Dopo un giorno di permanenza l'eroico guerriero decise di perlustrare l'intera isola conosciuta soprattutto per i suoi abitanti: i ciclopi, giganti con un occhio solo al centro della fronte.
Giunto di fronte alla grotta più grande dell'isola, spinto dalla curiosità, si addentrò insieme ai suoi compagni e vennero tutti fatti prigionieri dal più temuto e feroce dei ciclopi: Polifemo, figlio della ninfa Toosa e di Poseidone (dai latini chiamato Nettuno), fratello di Zeus (Giove), re dell’Olimpo.
Polifemo li imprigionò bloccandoli all'interno della grotta posizionando un grande masso all'ingresso per impedirne la fuga. Quando aveva fame prendeva due uomini a caso e li mangiava in un sol boccone.
Ulisse, a quel punto, architettò il piano per la fuga con grande astuzia.
Prima recuperò all'interno della grotta un ramo di ulivo e lo trasformò in una lancia ben affilata. La sera, quando il gigante fece ritorno nella grotta dopo il pascolo, gli offrì del buon vino con l'intento di farlo ubriacare.
Colpito dal gesto generoso Polifemo chiese ad Ulisse come si chiamasse e gli promise di mangiarlo per ultimo.
L'eroe, anche in questo caso, rispose con prontezza ed astuzia: "Il mio nome è Nessuno".
Dopo la gran bevuta il gigante si appisolò ed Ulisse, insieme ai suoi compagni, lo accecarono con la lancia rovente infilzandola al centro dell'occhio.
Sopraffatto dal dolore, e non potendo più vedere, Polifemo cominciò ad urlare e chiamare in suo soccorso gli altri fratelli ciclopi: "Aiutooo!

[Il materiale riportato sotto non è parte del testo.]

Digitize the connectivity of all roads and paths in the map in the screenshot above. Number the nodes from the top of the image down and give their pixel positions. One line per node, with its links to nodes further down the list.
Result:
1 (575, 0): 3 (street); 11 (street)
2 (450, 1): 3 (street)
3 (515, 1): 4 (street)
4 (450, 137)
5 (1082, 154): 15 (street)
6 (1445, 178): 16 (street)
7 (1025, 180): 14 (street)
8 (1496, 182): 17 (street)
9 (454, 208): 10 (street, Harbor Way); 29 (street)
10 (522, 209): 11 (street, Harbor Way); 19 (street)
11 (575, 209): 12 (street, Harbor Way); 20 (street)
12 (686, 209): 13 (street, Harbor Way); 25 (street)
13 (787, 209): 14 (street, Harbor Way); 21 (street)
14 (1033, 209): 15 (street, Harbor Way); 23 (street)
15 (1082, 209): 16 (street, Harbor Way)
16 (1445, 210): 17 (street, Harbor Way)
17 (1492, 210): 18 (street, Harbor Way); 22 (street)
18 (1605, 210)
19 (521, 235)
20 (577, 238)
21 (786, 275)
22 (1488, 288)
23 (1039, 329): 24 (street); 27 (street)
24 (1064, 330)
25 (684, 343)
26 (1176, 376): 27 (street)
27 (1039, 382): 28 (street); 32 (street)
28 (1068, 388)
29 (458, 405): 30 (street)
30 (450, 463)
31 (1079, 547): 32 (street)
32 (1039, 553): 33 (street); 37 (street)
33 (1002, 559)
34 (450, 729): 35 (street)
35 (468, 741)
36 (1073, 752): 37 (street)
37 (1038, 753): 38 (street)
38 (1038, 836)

Nessuno mi ha ferito! Nessuno mi ha ferito!!".
Gli altri fratelli accorsero all'ingresso della grotta ma sentendo che "nessuno" lo aveva ferito ed immaginando fosse solo ubriaco, risero, si voltarono ed andarono via.
All'indomani quando Polifemo, come ogni mattina, aprì la grotta spostando il gran sasso per far uscire le pecore Ulisse mise in atto la seconda fase del suo piano. Ognuno di loro si aggrappò al ventre delle pecore e sfilarono davanti al gigante senza farsi notare. Una volta fuori dalla grotta corsero verso la nave attraccata a riva e tentarono di prendere il largo.
Il gigante non riuscendo a vedere bene si innervosì e, quando si accorse della fuga, corse sul promontorio cercando di affondare la nave con il lancio di grandi massi insieme ad uno dei suoi fratelli (Bronte) accorso in suo aiuto.
Quando Ulisse giunse nei pressi di Taormina i ciclopi, infuriati, nel tentativo di affondare la nave, afferrarono alcune cime delle colline a loro vicine e le scagliarono in direzione della voce del re di Itaca. Ma anche questi tentativi fallirono. Ed Ulisse riuscì a prendere il largo.
Ma è proprio in questo momento che il re di Itaca commise il grande errore che attirò la maledizione del ciclope Polifemo. Infatti quando oramai si sentita "salvo" urlò e svelò al gigante il suo vero nome.
A quel punto l'ira del ciclope aumentò e, furioso, invocò l'aiuto del padre Poseidone, il Dio del mare: << Padre fa che Ulisse soffra come io sto soffrendo e giunga in patria dopo infinite peripezie, senza navi e senza compagni. >>
E così fu. Ma nonostante varie peripezie ed (dis)avventure, Ulisse riuscì a tornare in patria.
Ancora oggi è possibile vedere le cime lanciate dai ciclopi, Polifemo e Bronte, a pochi metri di distanza dalla costa di Acitrezza: i famosi faraglioni dei Ciclopi.